**What you need to do:** Here the job is to transcribe the data verbatim while leaving each picture out.

**Records from a data source:**
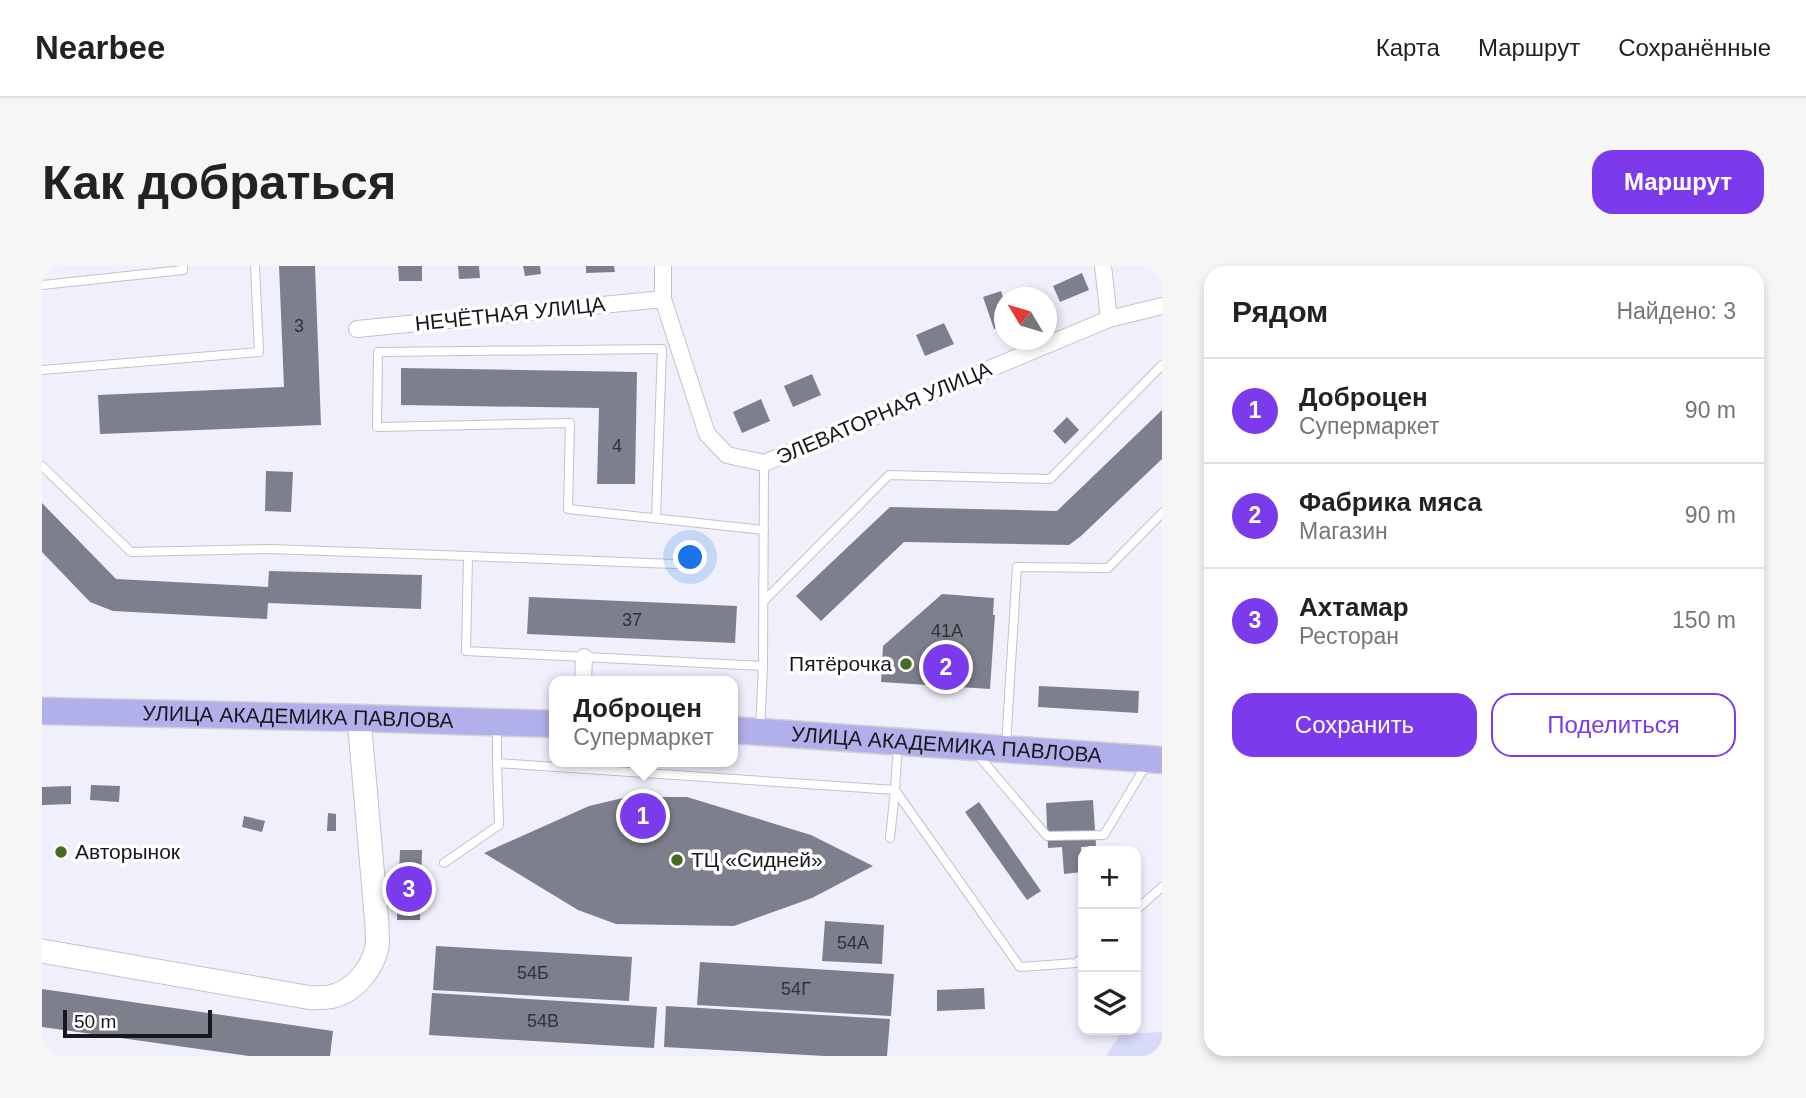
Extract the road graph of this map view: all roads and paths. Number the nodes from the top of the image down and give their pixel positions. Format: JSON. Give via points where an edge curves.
{"nodes":[{"id":1,"x":183,"y":266,"type":"edge"},
{"id":2,"x":255,"y":266,"type":"edge"},
{"id":3,"x":663,"y":266,"type":"edge"},
{"id":4,"x":1102,"y":266,"type":"edge"},
{"id":5,"x":42,"y":285,"type":"edge"},
{"id":6,"x":663,"y":299,"type":"junction"},
{"id":7,"x":1162,"y":306,"type":"edge"},
{"id":8,"x":1109,"y":318,"type":"junction"},
{"id":9,"x":357,"y":329,"type":"dead end"},
{"id":10,"x":1162,"y":366,"type":"edge"},
{"id":11,"x":42,"y":370,"type":"edge"},
{"id":12,"x":764,"y":463,"type":"junction"},
{"id":13,"x":42,"y":466,"type":"edge"},
{"id":14,"x":1162,"y":513,"type":"edge"},
{"id":15,"x":656,"y":518,"type":"junction"},
{"id":16,"x":764,"y":530,"type":"junction"},
{"id":17,"x":468,"y":556,"type":"junction"},
{"id":18,"x":699,"y":565,"type":"dead end"},
{"id":19,"x":765,"y":600,"type":"junction"},
{"id":20,"x":584,"y":657,"type":"junction"},
{"id":21,"x":763,"y":666,"type":"junction"},
{"id":22,"x":583,"y":676,"type":"edge"},
{"id":23,"x":42,"y":710,"type":"edge"},
{"id":24,"x":359,"y":718,"type":"junction"},
{"id":25,"x":497,"y":722,"type":"junction"},
{"id":26,"x":549,"y":724,"type":"edge"},
{"id":27,"x":738,"y":730,"type":"edge"},
{"id":28,"x":760,"y":731,"type":"junction"},
{"id":29,"x":898,"y":741,"type":"junction"},
{"id":30,"x":971,"y":747,"type":"junction"},
{"id":31,"x":1006,"y":749,"type":"junction"},
{"id":32,"x":1156,"y":760,"type":"edge"},
{"id":33,"x":497,"y":763,"type":"junction"},
{"id":34,"x":549,"y":767,"type":"edge"},
{"id":35,"x":556,"y":767,"type":"edge"},
{"id":36,"x":895,"y":790,"type":"junction"},
{"id":37,"x":890,"y":838,"type":"dead end"},
{"id":38,"x":444,"y":863,"type":"dead end"},
{"id":39,"x":1162,"y":887,"type":"edge"},
{"id":40,"x":1137,"y":909,"type":"edge"},
{"id":41,"x":42,"y":951,"type":"edge"},
{"id":42,"x":1078,"y":961,"type":"edge"}],
"edges":[{"from":1,"to":5,"type":"lane","via":[[183,270]]},
{"from":2,"to":11,"type":"lane","via":[[259,352]]},
{"from":3,"to":6,"type":"street"},
{"from":4,"to":8,"type":"street"},
{"from":6,"to":9,"type":"street","name":"НЕЧЁТНАЯ УЛИЦА"},
{"from":6,"to":12,"type":"street","via":[[707,435],[727,454]]},
{"from":7,"to":8,"type":"street","name":"ЭЛЕВАТОРНАЯ УЛИЦА"},
{"from":8,"to":12,"type":"street","name":"ЭЛЕВАТОРНАЯ УЛИЦА"},
{"from":10,"to":19,"type":"lane","via":[[1050,479],[889,475]]},
{"from":12,"to":16,"type":"lane"},
{"from":13,"to":17,"type":"lane","via":[[131,552],[268,550]]},
{"from":14,"to":31,"type":"lane","via":[[1108,568],[1017,567]]},
{"from":15,"to":15,"type":"lane","via":[[568,509],[570,423],[377,427],[378,352],[662,349]]},
{"from":15,"to":16,"type":"lane"},
{"from":16,"to":19,"type":"lane"},
{"from":17,"to":18,"type":"lane"},
{"from":17,"to":20,"type":"lane","via":[[466,651]]},
{"from":19,"to":21,"type":"lane"},
{"from":20,"to":21,"type":"lane"},
{"from":20,"to":22,"type":"street"},
{"from":21,"to":28,"type":"lane"},
{"from":23,"to":24,"type":"main road","name":"УЛИЦА АКАДЕМИКА ПАВЛОВА"},
{"from":24,"to":25,"type":"main road","name":"УЛИЦА АКАДЕМИКА ПАВЛОВА"},
{"from":24,"to":41,"type":"main road","via":[[377,946],[372,962],[348,990],[312,998]]},
{"from":25,"to":26,"type":"main road","name":"УЛИЦА АКАДЕМИКА ПАВЛОВА"},
{"from":25,"to":33,"type":"lane"},
{"from":27,"to":28,"type":"main road","name":"УЛИЦА АКАДЕМИКА ПАВЛОВА"},
{"from":28,"to":29,"type":"main road","name":"УЛИЦА АКАДЕМИКА ПАВЛОВА"},
{"from":29,"to":30,"type":"main road","name":"УЛИЦА АКАДЕМИКА ПАВЛОВА"},
{"from":29,"to":36,"type":"lane"},
{"from":30,"to":31,"type":"main road","name":"УЛИЦА АКАДЕМИКА ПАВЛОВА"},
{"from":30,"to":32,"type":"lane","via":[[1047,836],[1104,835]]},
{"from":31,"to":32,"type":"main road","name":"УЛИЦА АКАДЕМИКА ПАВЛОВА"},
{"from":33,"to":34,"type":"lane"},
{"from":33,"to":38,"type":"lane","via":[[499,825]]},
{"from":35,"to":36,"type":"lane"},
{"from":36,"to":37,"type":"lane"},
{"from":36,"to":42,"type":"lane","via":[[1020,967]]},
{"from":39,"to":40,"type":"lane"}]}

**Task output:**
Extract the road graph of this map view: all roads and paths. Number the nodes from the top of the image down and give their pixel positions. Format: JSON. Give via points where an edge curves.
{"nodes":[{"id":1,"x":183,"y":266,"type":"edge"},
{"id":2,"x":255,"y":266,"type":"edge"},
{"id":3,"x":663,"y":266,"type":"edge"},
{"id":4,"x":1102,"y":266,"type":"edge"},
{"id":5,"x":42,"y":285,"type":"edge"},
{"id":6,"x":663,"y":299,"type":"junction"},
{"id":7,"x":1162,"y":306,"type":"edge"},
{"id":8,"x":1109,"y":318,"type":"junction"},
{"id":9,"x":357,"y":329,"type":"dead end"},
{"id":10,"x":1162,"y":366,"type":"edge"},
{"id":11,"x":42,"y":370,"type":"edge"},
{"id":12,"x":764,"y":463,"type":"junction"},
{"id":13,"x":42,"y":466,"type":"edge"},
{"id":14,"x":1162,"y":513,"type":"edge"},
{"id":15,"x":656,"y":518,"type":"junction"},
{"id":16,"x":764,"y":530,"type":"junction"},
{"id":17,"x":468,"y":556,"type":"junction"},
{"id":18,"x":699,"y":565,"type":"dead end"},
{"id":19,"x":765,"y":600,"type":"junction"},
{"id":20,"x":584,"y":657,"type":"junction"},
{"id":21,"x":763,"y":666,"type":"junction"},
{"id":22,"x":583,"y":676,"type":"edge"},
{"id":23,"x":42,"y":710,"type":"edge"},
{"id":24,"x":359,"y":718,"type":"junction"},
{"id":25,"x":497,"y":722,"type":"junction"},
{"id":26,"x":549,"y":724,"type":"edge"},
{"id":27,"x":738,"y":730,"type":"edge"},
{"id":28,"x":760,"y":731,"type":"junction"},
{"id":29,"x":898,"y":741,"type":"junction"},
{"id":30,"x":971,"y":747,"type":"junction"},
{"id":31,"x":1006,"y":749,"type":"junction"},
{"id":32,"x":1156,"y":760,"type":"edge"},
{"id":33,"x":497,"y":763,"type":"junction"},
{"id":34,"x":549,"y":767,"type":"edge"},
{"id":35,"x":556,"y":767,"type":"edge"},
{"id":36,"x":895,"y":790,"type":"junction"},
{"id":37,"x":890,"y":838,"type":"dead end"},
{"id":38,"x":444,"y":863,"type":"dead end"},
{"id":39,"x":1162,"y":887,"type":"edge"},
{"id":40,"x":1137,"y":909,"type":"edge"},
{"id":41,"x":42,"y":951,"type":"edge"},
{"id":42,"x":1078,"y":961,"type":"edge"}],
"edges":[{"from":1,"to":5,"type":"lane","via":[[183,270]]},
{"from":2,"to":11,"type":"lane","via":[[259,352]]},
{"from":3,"to":6,"type":"street"},
{"from":4,"to":8,"type":"street"},
{"from":6,"to":9,"type":"street","name":"НЕЧЁТНАЯ УЛИЦА"},
{"from":6,"to":12,"type":"street","via":[[707,435],[727,454]]},
{"from":7,"to":8,"type":"street","name":"ЭЛЕВАТОРНАЯ УЛИЦА"},
{"from":8,"to":12,"type":"street","name":"ЭЛЕВАТОРНАЯ УЛИЦА"},
{"from":10,"to":19,"type":"lane","via":[[1050,479],[889,475]]},
{"from":12,"to":16,"type":"lane"},
{"from":13,"to":17,"type":"lane","via":[[131,552],[268,550]]},
{"from":14,"to":31,"type":"lane","via":[[1108,568],[1017,567]]},
{"from":15,"to":15,"type":"lane","via":[[568,509],[570,423],[377,427],[378,352],[662,349]]},
{"from":15,"to":16,"type":"lane"},
{"from":16,"to":19,"type":"lane"},
{"from":17,"to":18,"type":"lane"},
{"from":17,"to":20,"type":"lane","via":[[466,651]]},
{"from":19,"to":21,"type":"lane"},
{"from":20,"to":21,"type":"lane"},
{"from":20,"to":22,"type":"street"},
{"from":21,"to":28,"type":"lane"},
{"from":23,"to":24,"type":"main road","name":"УЛИЦА АКАДЕМИКА ПАВЛОВА"},
{"from":24,"to":25,"type":"main road","name":"УЛИЦА АКАДЕМИКА ПАВЛОВА"},
{"from":24,"to":41,"type":"main road","via":[[377,946],[372,962],[348,990],[312,998]]},
{"from":25,"to":26,"type":"main road","name":"УЛИЦА АКАДЕМИКА ПАВЛОВА"},
{"from":25,"to":33,"type":"lane"},
{"from":27,"to":28,"type":"main road","name":"УЛИЦА АКАДЕМИКА ПАВЛОВА"},
{"from":28,"to":29,"type":"main road","name":"УЛИЦА АКАДЕМИКА ПАВЛОВА"},
{"from":29,"to":30,"type":"main road","name":"УЛИЦА АКАДЕМИКА ПАВЛОВА"},
{"from":29,"to":36,"type":"lane"},
{"from":30,"to":31,"type":"main road","name":"УЛИЦА АКАДЕМИКА ПАВЛОВА"},
{"from":30,"to":32,"type":"lane","via":[[1047,836],[1104,835]]},
{"from":31,"to":32,"type":"main road","name":"УЛИЦА АКАДЕМИКА ПАВЛОВА"},
{"from":33,"to":34,"type":"lane"},
{"from":33,"to":38,"type":"lane","via":[[499,825]]},
{"from":35,"to":36,"type":"lane"},
{"from":36,"to":37,"type":"lane"},
{"from":36,"to":42,"type":"lane","via":[[1020,967]]},
{"from":39,"to":40,"type":"lane"}]}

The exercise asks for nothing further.